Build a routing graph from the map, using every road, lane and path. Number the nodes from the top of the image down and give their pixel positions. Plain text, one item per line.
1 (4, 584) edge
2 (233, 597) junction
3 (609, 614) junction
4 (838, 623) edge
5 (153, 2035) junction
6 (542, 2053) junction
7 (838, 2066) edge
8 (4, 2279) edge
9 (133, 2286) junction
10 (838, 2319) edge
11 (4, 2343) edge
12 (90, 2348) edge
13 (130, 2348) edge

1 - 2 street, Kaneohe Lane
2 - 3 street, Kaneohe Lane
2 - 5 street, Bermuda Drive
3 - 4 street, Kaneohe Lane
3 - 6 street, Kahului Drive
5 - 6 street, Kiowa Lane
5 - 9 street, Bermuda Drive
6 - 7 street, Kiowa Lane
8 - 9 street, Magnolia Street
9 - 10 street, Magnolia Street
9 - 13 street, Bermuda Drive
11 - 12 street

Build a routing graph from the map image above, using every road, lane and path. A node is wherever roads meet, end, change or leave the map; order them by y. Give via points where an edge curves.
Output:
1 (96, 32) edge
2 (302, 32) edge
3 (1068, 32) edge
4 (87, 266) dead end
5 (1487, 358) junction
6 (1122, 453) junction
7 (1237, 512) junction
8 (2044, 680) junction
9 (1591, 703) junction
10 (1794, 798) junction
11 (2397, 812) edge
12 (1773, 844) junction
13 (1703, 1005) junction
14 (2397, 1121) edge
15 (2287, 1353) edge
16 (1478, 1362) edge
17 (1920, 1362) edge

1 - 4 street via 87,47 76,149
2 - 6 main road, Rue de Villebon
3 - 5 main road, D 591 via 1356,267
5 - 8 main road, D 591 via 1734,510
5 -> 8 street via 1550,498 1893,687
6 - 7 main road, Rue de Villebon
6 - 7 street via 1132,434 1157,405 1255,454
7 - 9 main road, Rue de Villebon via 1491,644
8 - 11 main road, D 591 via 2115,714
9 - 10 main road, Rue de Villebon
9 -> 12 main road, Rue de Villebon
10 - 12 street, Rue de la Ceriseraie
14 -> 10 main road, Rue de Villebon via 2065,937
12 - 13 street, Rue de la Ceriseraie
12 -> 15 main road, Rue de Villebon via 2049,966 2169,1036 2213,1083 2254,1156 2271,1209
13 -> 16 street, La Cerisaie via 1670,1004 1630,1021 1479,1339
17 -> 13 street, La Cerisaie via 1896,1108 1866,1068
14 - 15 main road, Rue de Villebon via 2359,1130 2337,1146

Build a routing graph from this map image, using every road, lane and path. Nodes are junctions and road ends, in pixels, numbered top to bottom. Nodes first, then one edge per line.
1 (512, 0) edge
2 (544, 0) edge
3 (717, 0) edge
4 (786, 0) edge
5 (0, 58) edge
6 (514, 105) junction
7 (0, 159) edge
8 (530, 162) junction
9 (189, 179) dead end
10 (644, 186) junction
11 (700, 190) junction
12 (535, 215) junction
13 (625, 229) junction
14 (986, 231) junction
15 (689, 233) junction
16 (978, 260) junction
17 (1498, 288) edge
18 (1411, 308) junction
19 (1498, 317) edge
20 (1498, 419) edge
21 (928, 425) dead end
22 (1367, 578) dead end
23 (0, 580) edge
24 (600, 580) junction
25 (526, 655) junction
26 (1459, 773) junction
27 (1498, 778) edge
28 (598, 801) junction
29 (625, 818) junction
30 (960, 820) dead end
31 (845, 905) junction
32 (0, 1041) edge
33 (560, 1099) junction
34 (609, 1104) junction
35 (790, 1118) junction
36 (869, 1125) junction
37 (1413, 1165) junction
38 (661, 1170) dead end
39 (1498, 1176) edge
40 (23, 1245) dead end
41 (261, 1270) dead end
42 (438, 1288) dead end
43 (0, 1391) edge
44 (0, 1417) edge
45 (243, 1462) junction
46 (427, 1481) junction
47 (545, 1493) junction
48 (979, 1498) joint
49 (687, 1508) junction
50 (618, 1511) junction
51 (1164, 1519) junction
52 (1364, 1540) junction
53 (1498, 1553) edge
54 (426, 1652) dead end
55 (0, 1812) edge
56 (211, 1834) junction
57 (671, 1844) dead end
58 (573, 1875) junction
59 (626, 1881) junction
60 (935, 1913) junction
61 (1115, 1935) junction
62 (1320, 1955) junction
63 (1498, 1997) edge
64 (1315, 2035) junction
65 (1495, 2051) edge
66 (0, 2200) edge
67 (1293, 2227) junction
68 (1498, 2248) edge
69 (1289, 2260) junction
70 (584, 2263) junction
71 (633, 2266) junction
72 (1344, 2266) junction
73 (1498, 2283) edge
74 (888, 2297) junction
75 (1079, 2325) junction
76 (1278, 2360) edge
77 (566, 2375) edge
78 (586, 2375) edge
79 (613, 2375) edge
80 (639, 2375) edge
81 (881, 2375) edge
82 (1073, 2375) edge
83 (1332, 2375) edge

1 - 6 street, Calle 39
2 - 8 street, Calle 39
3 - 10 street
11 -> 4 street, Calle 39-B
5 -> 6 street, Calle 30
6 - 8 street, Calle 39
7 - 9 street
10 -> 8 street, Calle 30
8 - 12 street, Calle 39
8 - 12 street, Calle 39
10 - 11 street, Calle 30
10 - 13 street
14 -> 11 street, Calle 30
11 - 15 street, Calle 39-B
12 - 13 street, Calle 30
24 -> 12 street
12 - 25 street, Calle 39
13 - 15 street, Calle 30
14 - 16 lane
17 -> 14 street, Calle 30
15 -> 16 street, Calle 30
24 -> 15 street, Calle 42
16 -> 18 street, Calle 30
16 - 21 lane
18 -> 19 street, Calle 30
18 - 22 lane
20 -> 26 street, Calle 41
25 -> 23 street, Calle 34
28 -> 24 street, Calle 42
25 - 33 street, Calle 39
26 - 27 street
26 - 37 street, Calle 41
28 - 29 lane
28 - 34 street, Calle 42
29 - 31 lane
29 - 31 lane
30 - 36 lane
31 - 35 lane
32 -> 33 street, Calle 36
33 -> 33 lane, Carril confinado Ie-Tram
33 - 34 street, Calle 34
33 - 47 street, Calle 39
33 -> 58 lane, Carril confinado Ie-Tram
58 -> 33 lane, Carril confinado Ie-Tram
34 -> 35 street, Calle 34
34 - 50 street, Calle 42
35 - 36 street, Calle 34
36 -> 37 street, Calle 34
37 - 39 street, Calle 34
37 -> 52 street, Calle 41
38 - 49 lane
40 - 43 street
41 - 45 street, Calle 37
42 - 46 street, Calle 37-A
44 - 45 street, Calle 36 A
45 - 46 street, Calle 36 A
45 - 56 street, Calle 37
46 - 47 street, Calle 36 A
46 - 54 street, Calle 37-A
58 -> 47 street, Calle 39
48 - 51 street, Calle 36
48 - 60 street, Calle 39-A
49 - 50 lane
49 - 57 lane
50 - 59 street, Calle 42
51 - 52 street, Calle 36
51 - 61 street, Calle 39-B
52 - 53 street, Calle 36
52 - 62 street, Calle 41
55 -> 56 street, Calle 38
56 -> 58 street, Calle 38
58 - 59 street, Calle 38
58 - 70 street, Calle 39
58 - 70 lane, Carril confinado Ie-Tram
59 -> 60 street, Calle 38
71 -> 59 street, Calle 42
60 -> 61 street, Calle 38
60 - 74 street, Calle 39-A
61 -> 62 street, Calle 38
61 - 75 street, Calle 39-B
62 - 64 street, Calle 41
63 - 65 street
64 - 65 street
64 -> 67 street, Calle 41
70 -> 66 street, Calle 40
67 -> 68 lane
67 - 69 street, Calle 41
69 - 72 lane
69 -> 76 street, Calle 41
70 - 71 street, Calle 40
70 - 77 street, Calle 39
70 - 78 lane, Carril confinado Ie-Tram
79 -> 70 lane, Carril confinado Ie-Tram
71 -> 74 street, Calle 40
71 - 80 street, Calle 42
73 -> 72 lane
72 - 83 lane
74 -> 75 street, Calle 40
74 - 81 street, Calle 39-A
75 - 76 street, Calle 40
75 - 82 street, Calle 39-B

What needs to be done ▸ Search the listing for the string "Bermuda". Copy each line where it turns up.

Response to the task ▸
2 - 5 street, Bermuda Drive
5 - 9 street, Bermuda Drive
9 - 13 street, Bermuda Drive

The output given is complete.